Filipa owns a gallery in Largo Dom Dinis, right by the royal palace of Estremoz. She told us how in school she longed to get into the marble sculpting classes that were open only to boys. Many years later, Filipa fulfilled her dream of learning how to work with the pearly marble of Estremoz.

Her pieces have an understated elegance that makes the food served on them shine. Every time her plates and bowls grace our dinner table people ask us: where did you get them? Now you know.

Filipa André’s gallery, Elapedra is located at Largo D. Dinis n. 13 in Estremoz, email elapedra.etz@gmail.com, tel.963273440.

Silk drawings

Scarves FL

When Fernanda Lamelas travels, she tends to disappear. We’ll find her in a quiet corner seeing beauty that often goes unnoticed. Trained as an architect, Lamelas became an avid watercolorist who carries her paints everywhere. Her brushes dance on white paper, making the paints flow with precision and grace. It looks easy, but it takes a lifetime of observation to choose which lines to draw, which contours to omit.

Fernanda accumulated a large collection of sketchbooks filled with drawings from her travels. But they lied in a quiet corner gathering dust. Seeking to infuse life into these sketchbooks, Fernanda used the drawing of an architectural motif from the Carmo Convent in Lisbon to make a silk scarf. The scarf received so much praise that Fernanda felt encouraged to produce more designs. And so details from Rossio in Lisbon, the Serralves Foundation in Oporto, the Pena Palace in Sintra and from many other places came alive on canvases made of silk.

If you’re looking for a memento of a blissful vacation in Portugal, it’s hard to find anything more elegant than a Lamelas scarf.
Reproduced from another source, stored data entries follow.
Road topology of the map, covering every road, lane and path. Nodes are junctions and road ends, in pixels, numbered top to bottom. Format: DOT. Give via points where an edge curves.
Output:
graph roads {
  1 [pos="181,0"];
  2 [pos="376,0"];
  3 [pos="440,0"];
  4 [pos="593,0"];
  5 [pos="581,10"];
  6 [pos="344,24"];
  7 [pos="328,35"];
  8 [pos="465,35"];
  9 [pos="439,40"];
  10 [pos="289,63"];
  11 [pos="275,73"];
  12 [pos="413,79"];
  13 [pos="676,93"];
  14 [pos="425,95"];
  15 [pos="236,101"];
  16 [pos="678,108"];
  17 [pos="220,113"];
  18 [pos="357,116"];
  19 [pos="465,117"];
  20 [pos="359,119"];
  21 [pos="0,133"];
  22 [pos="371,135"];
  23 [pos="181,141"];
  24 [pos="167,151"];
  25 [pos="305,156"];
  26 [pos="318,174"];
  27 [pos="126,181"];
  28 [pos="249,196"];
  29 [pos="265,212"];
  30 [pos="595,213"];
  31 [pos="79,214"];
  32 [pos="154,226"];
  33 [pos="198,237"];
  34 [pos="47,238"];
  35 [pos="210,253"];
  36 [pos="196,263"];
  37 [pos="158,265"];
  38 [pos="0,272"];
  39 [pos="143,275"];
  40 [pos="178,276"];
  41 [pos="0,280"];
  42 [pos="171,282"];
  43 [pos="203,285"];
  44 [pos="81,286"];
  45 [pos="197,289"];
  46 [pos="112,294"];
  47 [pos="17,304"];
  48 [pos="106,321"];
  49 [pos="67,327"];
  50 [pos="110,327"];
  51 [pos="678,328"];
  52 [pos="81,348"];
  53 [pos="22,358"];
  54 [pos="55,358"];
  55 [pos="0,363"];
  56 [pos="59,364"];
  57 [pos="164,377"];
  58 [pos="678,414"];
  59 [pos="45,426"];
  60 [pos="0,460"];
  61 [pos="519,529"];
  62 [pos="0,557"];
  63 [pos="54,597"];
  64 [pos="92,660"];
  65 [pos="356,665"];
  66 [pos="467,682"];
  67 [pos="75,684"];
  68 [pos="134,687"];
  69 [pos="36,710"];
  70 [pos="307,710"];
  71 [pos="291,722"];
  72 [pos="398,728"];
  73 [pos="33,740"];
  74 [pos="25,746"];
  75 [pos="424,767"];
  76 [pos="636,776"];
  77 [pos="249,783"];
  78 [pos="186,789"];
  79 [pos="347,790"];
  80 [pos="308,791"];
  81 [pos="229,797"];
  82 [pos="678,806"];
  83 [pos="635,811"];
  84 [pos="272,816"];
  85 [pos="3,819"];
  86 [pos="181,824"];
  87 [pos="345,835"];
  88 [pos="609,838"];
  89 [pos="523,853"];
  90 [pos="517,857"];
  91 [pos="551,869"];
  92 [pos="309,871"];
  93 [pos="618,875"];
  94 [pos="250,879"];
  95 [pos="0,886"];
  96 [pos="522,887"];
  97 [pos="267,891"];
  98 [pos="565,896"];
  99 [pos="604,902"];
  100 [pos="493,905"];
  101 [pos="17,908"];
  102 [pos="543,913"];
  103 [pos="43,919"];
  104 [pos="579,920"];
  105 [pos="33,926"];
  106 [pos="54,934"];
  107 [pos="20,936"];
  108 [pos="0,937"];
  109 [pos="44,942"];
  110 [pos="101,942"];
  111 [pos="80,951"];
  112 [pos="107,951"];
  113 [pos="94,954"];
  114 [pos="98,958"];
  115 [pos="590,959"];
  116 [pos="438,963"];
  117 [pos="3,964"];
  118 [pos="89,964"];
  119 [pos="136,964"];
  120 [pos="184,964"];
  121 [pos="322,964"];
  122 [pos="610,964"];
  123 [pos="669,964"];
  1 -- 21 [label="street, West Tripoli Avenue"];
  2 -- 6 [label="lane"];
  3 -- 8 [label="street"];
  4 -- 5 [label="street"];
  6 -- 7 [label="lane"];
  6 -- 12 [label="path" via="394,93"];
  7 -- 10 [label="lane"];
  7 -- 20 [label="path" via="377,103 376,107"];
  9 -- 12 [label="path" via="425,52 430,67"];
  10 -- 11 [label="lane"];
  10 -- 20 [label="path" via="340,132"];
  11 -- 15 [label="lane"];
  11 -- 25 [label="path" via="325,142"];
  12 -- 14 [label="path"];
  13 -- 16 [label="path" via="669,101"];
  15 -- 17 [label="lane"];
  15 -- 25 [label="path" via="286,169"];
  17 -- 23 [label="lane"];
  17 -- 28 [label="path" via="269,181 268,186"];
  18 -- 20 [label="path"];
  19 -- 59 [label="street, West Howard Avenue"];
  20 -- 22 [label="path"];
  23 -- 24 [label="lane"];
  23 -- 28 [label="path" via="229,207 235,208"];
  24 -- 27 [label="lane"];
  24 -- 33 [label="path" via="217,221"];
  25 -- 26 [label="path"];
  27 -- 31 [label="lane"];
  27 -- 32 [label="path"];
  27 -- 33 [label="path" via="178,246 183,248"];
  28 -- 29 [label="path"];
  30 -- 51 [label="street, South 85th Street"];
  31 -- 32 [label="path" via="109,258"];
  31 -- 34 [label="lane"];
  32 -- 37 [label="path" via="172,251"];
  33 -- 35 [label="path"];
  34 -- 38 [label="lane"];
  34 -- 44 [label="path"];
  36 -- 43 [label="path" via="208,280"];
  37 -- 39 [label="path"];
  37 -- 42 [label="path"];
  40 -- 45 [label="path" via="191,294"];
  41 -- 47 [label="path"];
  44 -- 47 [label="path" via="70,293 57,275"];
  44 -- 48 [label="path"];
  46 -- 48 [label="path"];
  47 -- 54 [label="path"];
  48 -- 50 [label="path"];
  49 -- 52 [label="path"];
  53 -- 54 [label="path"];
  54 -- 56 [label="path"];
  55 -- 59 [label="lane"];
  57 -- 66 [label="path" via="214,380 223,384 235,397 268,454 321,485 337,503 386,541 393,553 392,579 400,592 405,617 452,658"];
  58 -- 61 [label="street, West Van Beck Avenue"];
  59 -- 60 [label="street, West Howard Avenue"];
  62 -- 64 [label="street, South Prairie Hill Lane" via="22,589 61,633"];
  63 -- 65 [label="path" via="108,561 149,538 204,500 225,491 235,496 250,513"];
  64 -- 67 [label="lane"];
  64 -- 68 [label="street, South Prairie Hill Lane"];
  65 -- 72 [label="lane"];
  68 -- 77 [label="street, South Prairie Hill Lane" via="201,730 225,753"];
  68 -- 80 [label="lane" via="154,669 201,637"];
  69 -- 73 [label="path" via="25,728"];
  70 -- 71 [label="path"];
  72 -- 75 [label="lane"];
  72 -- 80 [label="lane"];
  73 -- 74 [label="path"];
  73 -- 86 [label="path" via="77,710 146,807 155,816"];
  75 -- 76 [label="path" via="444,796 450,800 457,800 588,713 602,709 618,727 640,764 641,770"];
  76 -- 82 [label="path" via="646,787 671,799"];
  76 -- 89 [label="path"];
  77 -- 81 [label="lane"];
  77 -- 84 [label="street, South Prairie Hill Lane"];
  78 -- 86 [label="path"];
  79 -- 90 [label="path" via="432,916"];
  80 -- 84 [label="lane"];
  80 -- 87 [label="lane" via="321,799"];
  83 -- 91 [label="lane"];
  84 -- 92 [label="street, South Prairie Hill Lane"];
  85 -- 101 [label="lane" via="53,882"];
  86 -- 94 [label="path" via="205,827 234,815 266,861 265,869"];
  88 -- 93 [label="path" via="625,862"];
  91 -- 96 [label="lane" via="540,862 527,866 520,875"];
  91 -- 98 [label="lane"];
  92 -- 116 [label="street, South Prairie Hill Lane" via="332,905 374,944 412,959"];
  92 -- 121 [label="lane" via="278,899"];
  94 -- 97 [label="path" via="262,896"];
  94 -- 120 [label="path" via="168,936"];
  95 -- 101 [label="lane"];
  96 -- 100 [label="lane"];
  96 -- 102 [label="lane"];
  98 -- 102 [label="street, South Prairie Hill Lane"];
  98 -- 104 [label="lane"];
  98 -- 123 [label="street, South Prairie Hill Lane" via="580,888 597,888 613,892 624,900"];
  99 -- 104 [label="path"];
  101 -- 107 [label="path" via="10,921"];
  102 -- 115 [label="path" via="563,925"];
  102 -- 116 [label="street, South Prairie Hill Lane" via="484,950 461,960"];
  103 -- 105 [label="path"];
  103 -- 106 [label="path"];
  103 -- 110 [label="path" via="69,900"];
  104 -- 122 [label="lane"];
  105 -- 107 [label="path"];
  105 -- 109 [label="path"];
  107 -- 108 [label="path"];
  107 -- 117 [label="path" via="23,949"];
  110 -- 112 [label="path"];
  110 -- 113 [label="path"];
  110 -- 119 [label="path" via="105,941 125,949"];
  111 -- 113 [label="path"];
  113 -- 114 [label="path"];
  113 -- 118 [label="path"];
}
Click here for the website of Fernanda Lamelas Arts.

Scarfs inspired by Portugal

Composite Scarves

VIDA combines the best of the old–beautiful textiles produced in developing countries–and the best of the new–digital fabric printing technology. Founded by Umaimah Mendhro, the company allows artists to turn their art into fashion articles. The platform has allowed artists from all over the world to collaborate with textile workers in ways that were previously impossible. Some of the company’s proceeds fund literacy and education programs in the factories where the products are made.

When VIDA invited our photographer, Maria Rebelo, to design a collection, she used the beautiful tiles of Portugal as inspiration. The result is a set of scarfs produced in a soft botanic silk fabric called modal with the shapes and colors that grace the facades of old Portuguese buildings. Click here to see the collection.

The extraordinary salt of Castro Marim

Castro Marin Composit

The Romans loved salt. They used it to cook, to preserve food, and as a form of currency (the practice of paying soldiers in salt is the origin of the word salary). So, it is not surprising that the Romans settled in Castro Marim. This small town on the marshes of the Guadiana river produced great salt.

During the 20th century, this production became industrialized. The salt was harvested with heavy machinery that leaves plenty of chemical residues. It was then washed and processed to turn its grey color into white, striping the salt of magnesium, potassium, and other important minerals.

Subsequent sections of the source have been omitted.